Marisela es la única joven de su comunidad que se prepara para graduarse de la enseñanza media, un logro que representa no solo un hito personal, sino también una esperanza colectiva. Para ello, su comunidad se ha unido con el fin de aportar y conseguir el tan anhelado vestido blanco que simboliza la culminación de sus estudios. Este relato de aspiración y superación en un contexto precario es el núcleo de «Pan caliente», una obra de la dramaturga chilena María Asunción Requena. La adaptación contemporánea a esta obra será llevada a cabo por Sebastián Carez-Lorca, bajo la dirección de Claudio Marín Echeverría, y suma un elenco intergeneracional que incluye a actrices destacadas como Naldy Hernández y Consuelo Holzapfel, así como estudiantes y profesionales del teatro, lo que añade una rica diversidad a la producción.
El montaje está programado para su estreno el miércoles 26 de noviembre, con funciones posteriores el 27 y 28 de noviembre, en la Aula Magna de la Escuela de Derecho de la Universidad de Valparaíso. Las entradas son liberadas, con previa inscripción, lo cual permite un acceso amplio a la comunidad para disfrutar de esta propuesta que, más allá de entretener, busca generar reflexión sobre las realidades del pasado y del presente en Chile. La premisa central de la obra invita al público a examinar la lucha por la dignidad en medio de la pobreza, un tema que resuena profundamente en la actualidad.
Naldy Hernández, de 92 años, es una de las figuras más destacadas en el elenco y tuvo la oportunidad de colaborar directamente con Requena en el pasado. Su experiencia y sabiduría aportan un valor incalculable a la obra, y al compartir su testimonio con los jóvenes actores, crea un puente entre generaciones. «Estar en la obra es un regalo a estas alturas de la vida», expresó Hernández, quien se mostró emocionada de trabajar en un proyecto tan significativo y con un enfoque intergeneracional. Además, destacó la importancia de Requena como una voz esencial que refleja las luchas sociales en el Chile de los años 60, llevando a la escena una narrativa que sigue siendo relevante hoy en día.

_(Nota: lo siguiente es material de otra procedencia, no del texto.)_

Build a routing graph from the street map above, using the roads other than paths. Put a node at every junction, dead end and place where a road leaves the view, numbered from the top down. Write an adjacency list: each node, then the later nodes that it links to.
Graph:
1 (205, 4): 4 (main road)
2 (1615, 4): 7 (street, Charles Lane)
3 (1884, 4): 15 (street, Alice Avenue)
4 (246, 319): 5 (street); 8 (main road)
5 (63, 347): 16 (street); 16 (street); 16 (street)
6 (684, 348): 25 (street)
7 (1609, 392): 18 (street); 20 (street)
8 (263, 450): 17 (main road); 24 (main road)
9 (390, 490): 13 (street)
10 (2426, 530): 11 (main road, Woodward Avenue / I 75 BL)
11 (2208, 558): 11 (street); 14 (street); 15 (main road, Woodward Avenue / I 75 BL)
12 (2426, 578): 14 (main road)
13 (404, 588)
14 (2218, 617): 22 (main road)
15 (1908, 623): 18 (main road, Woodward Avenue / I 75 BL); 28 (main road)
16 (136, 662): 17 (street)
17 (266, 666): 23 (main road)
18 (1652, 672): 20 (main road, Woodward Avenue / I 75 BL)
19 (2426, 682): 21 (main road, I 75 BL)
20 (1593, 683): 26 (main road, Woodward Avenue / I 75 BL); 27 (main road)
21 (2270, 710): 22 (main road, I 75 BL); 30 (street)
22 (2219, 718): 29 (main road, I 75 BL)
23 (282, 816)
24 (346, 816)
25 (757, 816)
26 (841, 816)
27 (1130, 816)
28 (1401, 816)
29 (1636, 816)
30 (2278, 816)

Por su parte, Consuelo Holzapfel también se refirió a la riqueza emocional de la obra. «Es emocionante querer obtener un vestido blanco, algo tan simple, pero cargado de significados profundos sobre dignidad y esperanza», comentó la actriz. Holzapfel enfatizó que la obra costumbrista chilena es un llamado a reconocer y valorar las experiencias de la comunidad. La mezcla de generaciones en el elenco ha proporcionado un espacio enriquecedor para todos los participantes, lo que hace aún más relevante este montaje para la audiencia joven, invitándolos a reflexionar sobre su propia realidad.
Claudio Marín, director del proyecto y de la Escuela de Teatro UV, resaltó la importancia de volver a visitar una obra clásica escrita en 1962, que ya lanzó preguntas relevantes sobre dignidad y comunidad en un contexto histórico específico. La obra original fue presentada por la Compañía de Teatro Teknos, y su nueva adaptación promete ser una oportunidad de reencontrarse con temas eternos que, aunque han evolucionado con el tiempo, siguen afectando a la sociedad actual. Marín espera que la producción sea una experiencia transformadora tanto para el elenco, en su proceso de aprendizaje, como para la comunidad que asista a las funciones, reafirmando el poder del teatro como plataforma para la reflexión social.